23. Tabula Rasa

“Tabula rasa” is the theory that individuals are born without built-in mental content. All their knowledge comes from experience and perception.

The proponents of the Tabula rasa thesis favor the “nurture” side of the Nature vs Nurture debate, when it comes to aspects of one’s personality, social and emotional behavior, and intelligence.

The term in Latin equivalent to the English “blank slate” or “erased slate”. The word comes from the Roman tabula the wax tablet used for writing notes. The writings were erased or “blanked” by heating the wax and then smoothing it to give a tabula rasa.

Traces of the idea that came to be called the tabula rasa appear as early as the writings of Aristotle. He wrote the first textbook of Psychology in De Anima or On the Soul, Book III, chapter 4.

However the notion of the mind as a blank slate went largely unnoticed for more than 1,000 years.

In the 11th century, the theory of tabula rasa was developed more clearly by the Islamic philosopher, Ibn Sina. He argued that the “human intellect at birth is rather like a tabula rasa, a pure potentiality that is actualized through education and comes to know”.

The knowledge is attained through familiarity with objects in this world from which one abstracts universal concepts.

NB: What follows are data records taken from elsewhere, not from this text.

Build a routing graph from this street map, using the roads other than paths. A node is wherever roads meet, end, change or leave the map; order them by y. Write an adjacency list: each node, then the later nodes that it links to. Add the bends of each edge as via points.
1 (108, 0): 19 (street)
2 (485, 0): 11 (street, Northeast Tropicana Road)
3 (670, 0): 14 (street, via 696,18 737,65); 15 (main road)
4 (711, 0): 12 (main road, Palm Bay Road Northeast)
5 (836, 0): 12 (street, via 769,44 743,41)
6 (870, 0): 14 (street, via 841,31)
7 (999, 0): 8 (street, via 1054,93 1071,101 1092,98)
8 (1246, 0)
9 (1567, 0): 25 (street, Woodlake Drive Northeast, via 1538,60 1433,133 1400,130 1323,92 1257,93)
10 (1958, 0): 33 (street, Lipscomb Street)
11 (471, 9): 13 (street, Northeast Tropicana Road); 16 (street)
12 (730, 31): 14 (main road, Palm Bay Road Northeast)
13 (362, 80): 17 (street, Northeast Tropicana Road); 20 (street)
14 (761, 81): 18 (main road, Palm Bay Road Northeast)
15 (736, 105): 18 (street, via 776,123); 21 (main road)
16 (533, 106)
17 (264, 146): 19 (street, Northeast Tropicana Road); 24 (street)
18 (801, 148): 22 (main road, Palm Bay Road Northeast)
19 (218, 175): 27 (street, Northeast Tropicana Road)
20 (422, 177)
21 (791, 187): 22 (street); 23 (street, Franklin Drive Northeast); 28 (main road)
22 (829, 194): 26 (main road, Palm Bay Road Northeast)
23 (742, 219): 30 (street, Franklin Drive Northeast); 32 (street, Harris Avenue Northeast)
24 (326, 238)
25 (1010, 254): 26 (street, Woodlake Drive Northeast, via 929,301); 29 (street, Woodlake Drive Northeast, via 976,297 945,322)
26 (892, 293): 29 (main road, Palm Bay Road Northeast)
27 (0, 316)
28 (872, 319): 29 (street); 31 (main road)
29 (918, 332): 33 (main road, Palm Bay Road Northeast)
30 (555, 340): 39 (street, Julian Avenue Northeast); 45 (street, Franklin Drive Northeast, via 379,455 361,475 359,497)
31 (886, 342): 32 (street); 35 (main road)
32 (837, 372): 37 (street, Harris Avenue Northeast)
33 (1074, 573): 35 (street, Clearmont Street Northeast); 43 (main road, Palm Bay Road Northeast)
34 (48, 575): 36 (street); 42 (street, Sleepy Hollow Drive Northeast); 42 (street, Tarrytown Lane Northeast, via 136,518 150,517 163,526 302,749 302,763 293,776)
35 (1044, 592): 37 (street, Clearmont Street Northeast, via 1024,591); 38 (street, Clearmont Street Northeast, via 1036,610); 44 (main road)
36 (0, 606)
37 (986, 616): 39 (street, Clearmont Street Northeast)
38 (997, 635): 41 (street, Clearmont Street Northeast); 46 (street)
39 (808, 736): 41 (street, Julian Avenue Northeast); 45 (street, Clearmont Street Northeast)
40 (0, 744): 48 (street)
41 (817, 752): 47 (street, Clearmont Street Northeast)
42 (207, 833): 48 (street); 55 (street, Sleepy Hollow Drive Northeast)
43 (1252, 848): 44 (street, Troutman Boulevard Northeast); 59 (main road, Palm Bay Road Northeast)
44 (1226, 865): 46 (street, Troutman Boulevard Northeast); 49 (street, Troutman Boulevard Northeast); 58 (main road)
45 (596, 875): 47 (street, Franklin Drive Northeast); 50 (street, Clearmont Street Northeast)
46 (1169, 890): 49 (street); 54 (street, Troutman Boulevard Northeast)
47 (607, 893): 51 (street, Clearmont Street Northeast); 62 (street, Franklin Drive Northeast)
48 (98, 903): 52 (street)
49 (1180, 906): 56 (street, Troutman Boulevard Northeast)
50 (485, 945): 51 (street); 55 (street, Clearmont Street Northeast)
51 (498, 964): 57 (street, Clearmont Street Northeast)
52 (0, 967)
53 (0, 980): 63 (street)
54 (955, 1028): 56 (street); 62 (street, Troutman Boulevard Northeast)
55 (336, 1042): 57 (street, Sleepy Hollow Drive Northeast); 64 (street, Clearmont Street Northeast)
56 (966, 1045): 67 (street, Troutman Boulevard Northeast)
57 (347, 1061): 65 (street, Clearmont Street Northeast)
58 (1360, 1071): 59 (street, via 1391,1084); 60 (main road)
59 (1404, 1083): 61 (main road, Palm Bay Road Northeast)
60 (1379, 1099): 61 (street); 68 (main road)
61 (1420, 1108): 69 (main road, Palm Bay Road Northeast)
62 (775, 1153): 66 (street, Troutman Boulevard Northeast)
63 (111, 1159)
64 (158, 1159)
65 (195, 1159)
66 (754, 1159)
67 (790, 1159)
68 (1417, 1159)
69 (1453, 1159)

This is developed through a syllogistic method of reasoning; ” Observations lead to prepositional statements, which when compounded lead to further abstract concepts.”

He further argued that the intellect itself “possesses levels of development from the material intellect, that potentiality can acquire knowledge to the active intellect. The state of the human intellect at conjunction with the perfect source of knowledge.”

In the 12th century, Ibn Tufail demonstrated the theory of tabula rasa as a thought experiment. He depicted the development of the mind of a feral child from a tabula rasa to that of an adult, in complete isolation from society, on a desert island through experience alone.

The translation of his novel entitled Philosophus Autodidactus, published in 1671, had an influence on John Locke’s formulation of tabula rasa in An Essay concerning Human Understanding.

Tabula rasa is also featured in the psychoanalysis of Sigmund Freud. He depicted personality traits as being formed by family dynamics.

Freud’s theories imply that humans lack free will, but also that genetic influences on human personality are minimal. In psychoanalysis, one is largely determined by one’s upbringing.

Tabula rasa is also used by 18th century philosopher Jean-Jacque Rousseau in order to support his argument that warfare is an advent of society and agriculture, rather than something that occurs from the human state of nature.

Since tabula rasa states that humans are born with a “blank-slate” Rousseau uses this to suggest that humans must learn warfare.

The tabula rasa concept became popular in social sciences in the 20th century. The idea that genes (or simply “blood”) determined character took on racist overtones.

By the 1970s, some scientists had come to see gender identity as socially constructed rather than rooted in genetics – a concept still current although strongly contested.

This swing of the pendulum accompanied suspicion of innate differences in general and a propensity to “manage” society, where the real power must be – if people are really born blank.